◆ TASK DESCRIPTION
Look below for the line that contains "wrist: (752, 569)", then copy it and each following line exactly, through and including the line that contains "ring dip: (609, 341)".

(Per-instance keypoint data)
§ §
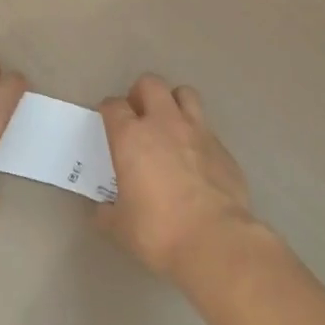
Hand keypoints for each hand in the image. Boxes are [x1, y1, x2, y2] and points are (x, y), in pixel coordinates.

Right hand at [94, 75, 256, 279]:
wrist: (215, 240)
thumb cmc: (158, 230)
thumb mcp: (120, 227)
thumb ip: (106, 212)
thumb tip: (101, 210)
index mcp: (131, 137)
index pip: (113, 105)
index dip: (108, 110)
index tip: (107, 121)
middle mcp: (164, 123)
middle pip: (150, 84)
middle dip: (141, 94)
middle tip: (138, 116)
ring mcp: (197, 131)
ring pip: (185, 94)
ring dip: (173, 103)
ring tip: (169, 125)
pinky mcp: (222, 147)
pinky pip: (206, 128)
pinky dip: (197, 136)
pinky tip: (196, 159)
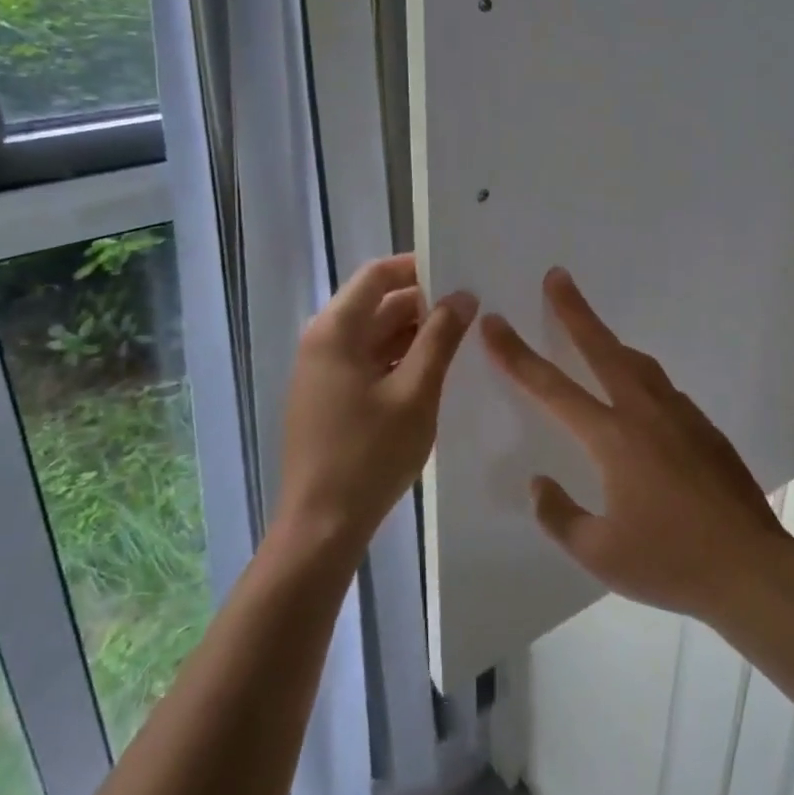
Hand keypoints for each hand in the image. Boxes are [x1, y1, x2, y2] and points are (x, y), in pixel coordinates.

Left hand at [273, 254, 477, 562]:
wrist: (321, 527)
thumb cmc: (369, 454)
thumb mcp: (416, 392)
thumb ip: (441, 338)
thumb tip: (463, 295)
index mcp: (336, 330)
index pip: (378, 274)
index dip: (417, 267)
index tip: (459, 271)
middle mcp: (323, 341)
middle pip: (377, 304)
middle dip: (423, 303)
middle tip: (472, 308)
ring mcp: (323, 372)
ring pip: (375, 335)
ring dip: (414, 333)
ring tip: (461, 338)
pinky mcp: (329, 398)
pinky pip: (368, 362)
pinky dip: (399, 359)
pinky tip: (434, 371)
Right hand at [480, 268, 792, 623]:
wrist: (752, 569)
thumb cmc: (670, 563)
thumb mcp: (599, 553)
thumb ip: (559, 515)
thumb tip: (539, 484)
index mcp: (613, 438)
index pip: (552, 388)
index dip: (517, 354)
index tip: (495, 322)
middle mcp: (645, 413)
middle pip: (601, 348)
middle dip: (574, 311)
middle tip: (557, 276)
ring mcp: (680, 416)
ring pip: (637, 364)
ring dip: (609, 341)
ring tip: (592, 330)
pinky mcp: (705, 428)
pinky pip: (662, 388)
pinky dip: (639, 376)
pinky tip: (636, 395)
§ §
◆ WRITTEN SOLUTION
wrist: (752, 569)
thumb cmc: (670, 563)
thumb mcp: (599, 553)
thumb ip: (559, 515)
thumb tip: (539, 484)
index mcp: (613, 438)
index pip: (552, 388)
index dip: (517, 354)
index tip: (495, 322)
middle mcp: (645, 413)
middle pip: (601, 348)
middle dip: (574, 311)
middle tip: (557, 276)
ring mcp: (680, 416)
ring pip: (637, 364)
ring dip: (609, 341)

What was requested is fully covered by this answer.